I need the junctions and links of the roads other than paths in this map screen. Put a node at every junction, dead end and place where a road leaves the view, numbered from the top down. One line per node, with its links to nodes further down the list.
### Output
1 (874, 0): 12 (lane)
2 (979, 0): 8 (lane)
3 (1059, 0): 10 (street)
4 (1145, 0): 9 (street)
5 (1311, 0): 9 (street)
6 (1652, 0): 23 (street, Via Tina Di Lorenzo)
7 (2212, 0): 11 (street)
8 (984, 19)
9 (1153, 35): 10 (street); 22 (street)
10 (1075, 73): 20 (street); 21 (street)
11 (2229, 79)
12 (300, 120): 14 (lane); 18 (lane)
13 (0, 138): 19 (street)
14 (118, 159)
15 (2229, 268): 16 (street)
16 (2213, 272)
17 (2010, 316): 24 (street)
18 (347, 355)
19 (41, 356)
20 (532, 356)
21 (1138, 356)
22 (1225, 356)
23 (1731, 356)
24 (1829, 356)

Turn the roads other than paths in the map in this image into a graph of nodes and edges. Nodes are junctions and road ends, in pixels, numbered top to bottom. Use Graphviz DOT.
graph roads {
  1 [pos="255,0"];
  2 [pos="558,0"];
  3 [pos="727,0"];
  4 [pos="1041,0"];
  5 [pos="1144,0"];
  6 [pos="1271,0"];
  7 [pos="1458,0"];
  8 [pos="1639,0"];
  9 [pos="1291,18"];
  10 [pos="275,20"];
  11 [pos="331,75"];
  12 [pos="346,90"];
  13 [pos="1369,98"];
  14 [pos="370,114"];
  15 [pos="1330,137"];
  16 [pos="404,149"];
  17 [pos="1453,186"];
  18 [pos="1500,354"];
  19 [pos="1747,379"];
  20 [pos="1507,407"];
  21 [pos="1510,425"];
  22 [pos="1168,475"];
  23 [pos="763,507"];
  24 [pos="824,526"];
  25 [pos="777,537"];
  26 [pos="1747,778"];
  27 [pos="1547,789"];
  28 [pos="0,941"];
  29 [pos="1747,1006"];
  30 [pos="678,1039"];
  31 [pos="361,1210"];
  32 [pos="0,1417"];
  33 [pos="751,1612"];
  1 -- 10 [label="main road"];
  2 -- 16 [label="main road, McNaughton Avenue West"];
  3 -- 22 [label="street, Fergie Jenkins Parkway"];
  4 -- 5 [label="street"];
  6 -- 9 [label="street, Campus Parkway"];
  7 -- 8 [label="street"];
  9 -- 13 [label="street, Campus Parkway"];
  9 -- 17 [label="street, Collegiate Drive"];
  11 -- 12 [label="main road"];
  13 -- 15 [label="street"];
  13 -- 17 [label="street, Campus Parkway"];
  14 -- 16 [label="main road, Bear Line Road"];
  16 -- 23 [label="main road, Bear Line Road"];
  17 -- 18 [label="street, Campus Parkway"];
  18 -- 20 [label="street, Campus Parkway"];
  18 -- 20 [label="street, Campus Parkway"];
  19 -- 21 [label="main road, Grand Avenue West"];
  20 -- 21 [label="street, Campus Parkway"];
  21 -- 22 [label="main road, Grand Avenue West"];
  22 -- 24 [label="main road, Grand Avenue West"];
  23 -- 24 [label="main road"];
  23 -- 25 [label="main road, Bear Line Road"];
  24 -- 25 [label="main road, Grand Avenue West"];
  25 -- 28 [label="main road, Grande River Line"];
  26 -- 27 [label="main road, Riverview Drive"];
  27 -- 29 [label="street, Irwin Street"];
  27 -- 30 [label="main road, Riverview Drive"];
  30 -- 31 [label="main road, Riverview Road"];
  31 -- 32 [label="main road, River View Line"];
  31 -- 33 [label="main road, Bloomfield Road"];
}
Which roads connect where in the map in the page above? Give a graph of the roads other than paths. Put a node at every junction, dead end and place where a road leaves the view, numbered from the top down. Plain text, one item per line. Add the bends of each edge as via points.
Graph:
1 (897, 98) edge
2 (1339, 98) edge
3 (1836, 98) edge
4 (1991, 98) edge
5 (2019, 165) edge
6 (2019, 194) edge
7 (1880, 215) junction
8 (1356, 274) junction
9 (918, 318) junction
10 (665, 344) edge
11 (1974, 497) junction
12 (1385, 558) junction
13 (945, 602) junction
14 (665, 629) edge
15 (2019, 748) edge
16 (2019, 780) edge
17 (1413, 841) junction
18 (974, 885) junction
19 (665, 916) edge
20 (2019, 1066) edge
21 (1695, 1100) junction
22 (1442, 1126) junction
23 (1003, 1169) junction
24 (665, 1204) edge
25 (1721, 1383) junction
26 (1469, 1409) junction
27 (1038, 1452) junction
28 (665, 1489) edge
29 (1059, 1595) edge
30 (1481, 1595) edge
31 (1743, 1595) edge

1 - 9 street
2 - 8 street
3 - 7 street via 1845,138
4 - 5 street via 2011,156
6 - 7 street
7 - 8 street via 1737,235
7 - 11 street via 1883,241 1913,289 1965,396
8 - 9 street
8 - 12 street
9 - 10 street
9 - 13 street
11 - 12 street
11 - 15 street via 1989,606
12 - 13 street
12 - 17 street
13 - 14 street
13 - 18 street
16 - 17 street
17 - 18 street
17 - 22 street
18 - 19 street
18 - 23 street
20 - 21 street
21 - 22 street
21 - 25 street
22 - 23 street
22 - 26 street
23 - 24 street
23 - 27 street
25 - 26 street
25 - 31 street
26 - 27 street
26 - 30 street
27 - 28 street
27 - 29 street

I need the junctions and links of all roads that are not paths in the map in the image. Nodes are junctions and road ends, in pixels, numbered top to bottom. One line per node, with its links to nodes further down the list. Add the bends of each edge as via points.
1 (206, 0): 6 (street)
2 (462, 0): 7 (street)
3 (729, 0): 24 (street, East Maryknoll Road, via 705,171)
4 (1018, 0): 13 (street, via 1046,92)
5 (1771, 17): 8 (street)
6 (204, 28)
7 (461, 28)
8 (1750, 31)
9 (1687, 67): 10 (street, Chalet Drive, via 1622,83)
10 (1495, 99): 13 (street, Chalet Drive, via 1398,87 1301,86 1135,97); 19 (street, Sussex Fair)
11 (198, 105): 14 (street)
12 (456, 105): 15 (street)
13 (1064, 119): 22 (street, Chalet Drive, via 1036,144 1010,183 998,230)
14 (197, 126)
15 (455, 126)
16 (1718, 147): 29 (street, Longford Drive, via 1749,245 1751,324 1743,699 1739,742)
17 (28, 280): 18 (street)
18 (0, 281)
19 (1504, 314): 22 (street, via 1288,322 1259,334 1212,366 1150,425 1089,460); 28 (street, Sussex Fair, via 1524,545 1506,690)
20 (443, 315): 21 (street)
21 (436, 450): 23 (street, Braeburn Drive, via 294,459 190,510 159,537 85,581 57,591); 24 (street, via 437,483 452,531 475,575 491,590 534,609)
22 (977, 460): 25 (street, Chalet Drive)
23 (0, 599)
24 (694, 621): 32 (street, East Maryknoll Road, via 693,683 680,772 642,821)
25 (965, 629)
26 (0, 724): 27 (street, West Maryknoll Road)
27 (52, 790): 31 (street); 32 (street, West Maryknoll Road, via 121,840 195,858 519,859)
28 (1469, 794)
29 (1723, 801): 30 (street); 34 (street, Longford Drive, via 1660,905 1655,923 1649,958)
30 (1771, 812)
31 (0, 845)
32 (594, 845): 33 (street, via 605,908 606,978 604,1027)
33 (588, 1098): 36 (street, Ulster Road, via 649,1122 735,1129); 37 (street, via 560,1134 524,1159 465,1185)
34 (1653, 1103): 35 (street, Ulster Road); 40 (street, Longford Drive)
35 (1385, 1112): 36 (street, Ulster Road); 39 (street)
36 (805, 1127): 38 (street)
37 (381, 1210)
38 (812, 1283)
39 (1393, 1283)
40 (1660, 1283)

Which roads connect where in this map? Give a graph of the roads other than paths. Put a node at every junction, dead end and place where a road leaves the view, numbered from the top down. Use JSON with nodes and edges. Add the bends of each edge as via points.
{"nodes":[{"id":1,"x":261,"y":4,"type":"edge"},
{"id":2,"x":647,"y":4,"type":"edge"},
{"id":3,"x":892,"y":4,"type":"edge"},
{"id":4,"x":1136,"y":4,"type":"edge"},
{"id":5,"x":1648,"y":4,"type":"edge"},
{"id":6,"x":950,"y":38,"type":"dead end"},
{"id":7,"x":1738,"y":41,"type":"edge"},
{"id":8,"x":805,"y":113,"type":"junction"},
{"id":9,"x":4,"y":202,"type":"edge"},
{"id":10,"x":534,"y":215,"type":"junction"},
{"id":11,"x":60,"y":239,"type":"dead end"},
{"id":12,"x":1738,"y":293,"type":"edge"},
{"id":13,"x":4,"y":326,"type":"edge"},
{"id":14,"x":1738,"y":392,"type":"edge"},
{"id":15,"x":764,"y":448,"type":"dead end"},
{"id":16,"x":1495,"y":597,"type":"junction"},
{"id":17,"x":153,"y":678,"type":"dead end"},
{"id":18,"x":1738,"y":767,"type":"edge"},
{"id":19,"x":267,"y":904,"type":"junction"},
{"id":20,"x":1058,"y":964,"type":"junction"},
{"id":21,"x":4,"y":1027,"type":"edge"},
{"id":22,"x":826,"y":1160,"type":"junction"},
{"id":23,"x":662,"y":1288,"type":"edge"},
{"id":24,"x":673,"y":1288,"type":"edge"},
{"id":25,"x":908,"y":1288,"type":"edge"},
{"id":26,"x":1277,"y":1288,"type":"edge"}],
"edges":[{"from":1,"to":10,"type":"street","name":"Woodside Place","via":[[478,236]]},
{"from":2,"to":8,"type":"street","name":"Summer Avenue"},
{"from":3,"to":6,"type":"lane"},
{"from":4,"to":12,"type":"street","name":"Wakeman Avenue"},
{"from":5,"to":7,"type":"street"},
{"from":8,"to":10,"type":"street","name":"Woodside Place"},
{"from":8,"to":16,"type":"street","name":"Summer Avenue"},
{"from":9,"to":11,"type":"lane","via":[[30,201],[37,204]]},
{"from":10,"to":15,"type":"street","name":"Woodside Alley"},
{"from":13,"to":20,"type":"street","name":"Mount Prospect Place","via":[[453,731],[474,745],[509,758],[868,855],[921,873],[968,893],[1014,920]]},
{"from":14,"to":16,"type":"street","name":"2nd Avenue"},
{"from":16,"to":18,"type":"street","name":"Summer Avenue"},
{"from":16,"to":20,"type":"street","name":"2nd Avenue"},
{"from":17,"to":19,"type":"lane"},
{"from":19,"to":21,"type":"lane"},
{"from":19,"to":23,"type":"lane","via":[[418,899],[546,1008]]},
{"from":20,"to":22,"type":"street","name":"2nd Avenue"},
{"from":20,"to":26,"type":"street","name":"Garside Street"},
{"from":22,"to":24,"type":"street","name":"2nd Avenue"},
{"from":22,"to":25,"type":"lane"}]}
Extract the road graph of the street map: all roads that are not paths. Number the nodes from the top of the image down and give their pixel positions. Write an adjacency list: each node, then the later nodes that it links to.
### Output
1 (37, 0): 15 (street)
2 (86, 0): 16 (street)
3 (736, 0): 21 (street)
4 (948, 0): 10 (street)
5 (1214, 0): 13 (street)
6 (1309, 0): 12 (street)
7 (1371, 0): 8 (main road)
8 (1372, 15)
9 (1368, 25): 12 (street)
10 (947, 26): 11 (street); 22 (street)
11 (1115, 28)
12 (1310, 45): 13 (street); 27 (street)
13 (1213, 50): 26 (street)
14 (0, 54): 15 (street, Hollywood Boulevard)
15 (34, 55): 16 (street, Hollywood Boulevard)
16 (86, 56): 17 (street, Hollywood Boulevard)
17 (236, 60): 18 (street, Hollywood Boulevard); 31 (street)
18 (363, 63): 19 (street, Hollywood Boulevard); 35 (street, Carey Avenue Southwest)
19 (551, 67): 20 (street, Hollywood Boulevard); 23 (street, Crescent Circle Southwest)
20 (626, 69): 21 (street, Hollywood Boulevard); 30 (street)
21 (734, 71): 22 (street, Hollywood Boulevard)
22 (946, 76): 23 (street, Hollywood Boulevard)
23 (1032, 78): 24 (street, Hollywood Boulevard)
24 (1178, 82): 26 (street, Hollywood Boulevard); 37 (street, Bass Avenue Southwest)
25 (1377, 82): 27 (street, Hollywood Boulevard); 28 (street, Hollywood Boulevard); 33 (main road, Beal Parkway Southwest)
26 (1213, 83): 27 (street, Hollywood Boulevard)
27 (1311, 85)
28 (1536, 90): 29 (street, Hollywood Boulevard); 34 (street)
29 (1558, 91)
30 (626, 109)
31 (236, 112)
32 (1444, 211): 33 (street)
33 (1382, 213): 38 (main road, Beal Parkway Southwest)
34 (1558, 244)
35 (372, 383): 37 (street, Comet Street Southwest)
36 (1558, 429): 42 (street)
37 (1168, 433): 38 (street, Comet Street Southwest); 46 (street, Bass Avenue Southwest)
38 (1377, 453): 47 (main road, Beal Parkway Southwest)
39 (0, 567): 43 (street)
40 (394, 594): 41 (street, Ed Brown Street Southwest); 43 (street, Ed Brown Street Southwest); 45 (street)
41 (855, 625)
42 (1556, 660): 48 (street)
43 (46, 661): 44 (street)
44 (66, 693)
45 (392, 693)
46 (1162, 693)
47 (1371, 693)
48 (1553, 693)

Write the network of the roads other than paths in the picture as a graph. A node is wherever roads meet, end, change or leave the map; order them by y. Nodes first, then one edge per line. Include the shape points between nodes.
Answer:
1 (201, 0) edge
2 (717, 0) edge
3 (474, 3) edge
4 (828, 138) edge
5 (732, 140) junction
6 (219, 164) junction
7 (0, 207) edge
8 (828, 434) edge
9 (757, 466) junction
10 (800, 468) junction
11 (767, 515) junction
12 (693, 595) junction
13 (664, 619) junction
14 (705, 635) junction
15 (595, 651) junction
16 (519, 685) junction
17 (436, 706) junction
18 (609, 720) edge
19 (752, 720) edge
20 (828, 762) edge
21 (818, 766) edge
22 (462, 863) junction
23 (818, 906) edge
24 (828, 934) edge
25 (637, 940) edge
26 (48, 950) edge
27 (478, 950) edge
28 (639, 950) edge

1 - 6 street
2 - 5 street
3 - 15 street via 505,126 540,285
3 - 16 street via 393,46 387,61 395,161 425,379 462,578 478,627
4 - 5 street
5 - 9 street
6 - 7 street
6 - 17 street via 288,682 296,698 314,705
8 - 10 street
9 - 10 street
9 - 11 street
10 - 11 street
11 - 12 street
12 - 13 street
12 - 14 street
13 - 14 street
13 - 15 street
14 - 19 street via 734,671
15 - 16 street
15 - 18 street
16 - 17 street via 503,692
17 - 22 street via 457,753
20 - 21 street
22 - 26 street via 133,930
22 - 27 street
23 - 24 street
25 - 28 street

■ **What you should do**
Copy all lines from the listing that contain "each".

■ **Task output**
Which roads connect where in the map in the page above? Give a graph of the roads other than paths. Put a node at every junction, dead end and place where a road leaves the view, numbered from the top down. Plain text, one item per line. Add the bends of each edge as via points.
I need the junctions and links of all roads that are not paths in the map in the image. Nodes are junctions and road ends, in pixels, numbered top to bottom. One line per node, with its links to nodes further down the list. Add the bends of each edge as via points.
Which roads connect where in this map? Give a graph of the roads other than paths. Put a node at every junction, dead end and place where a road leaves the view, numbered from the top down. Use JSON with nodes and edges. Add the bends of each edge as via points.
Extract the road graph of the street map: all roads that are not paths. Number the nodes from the top of the image down and give their pixel positions. Write an adjacency list: each node, then the later nodes that it links to.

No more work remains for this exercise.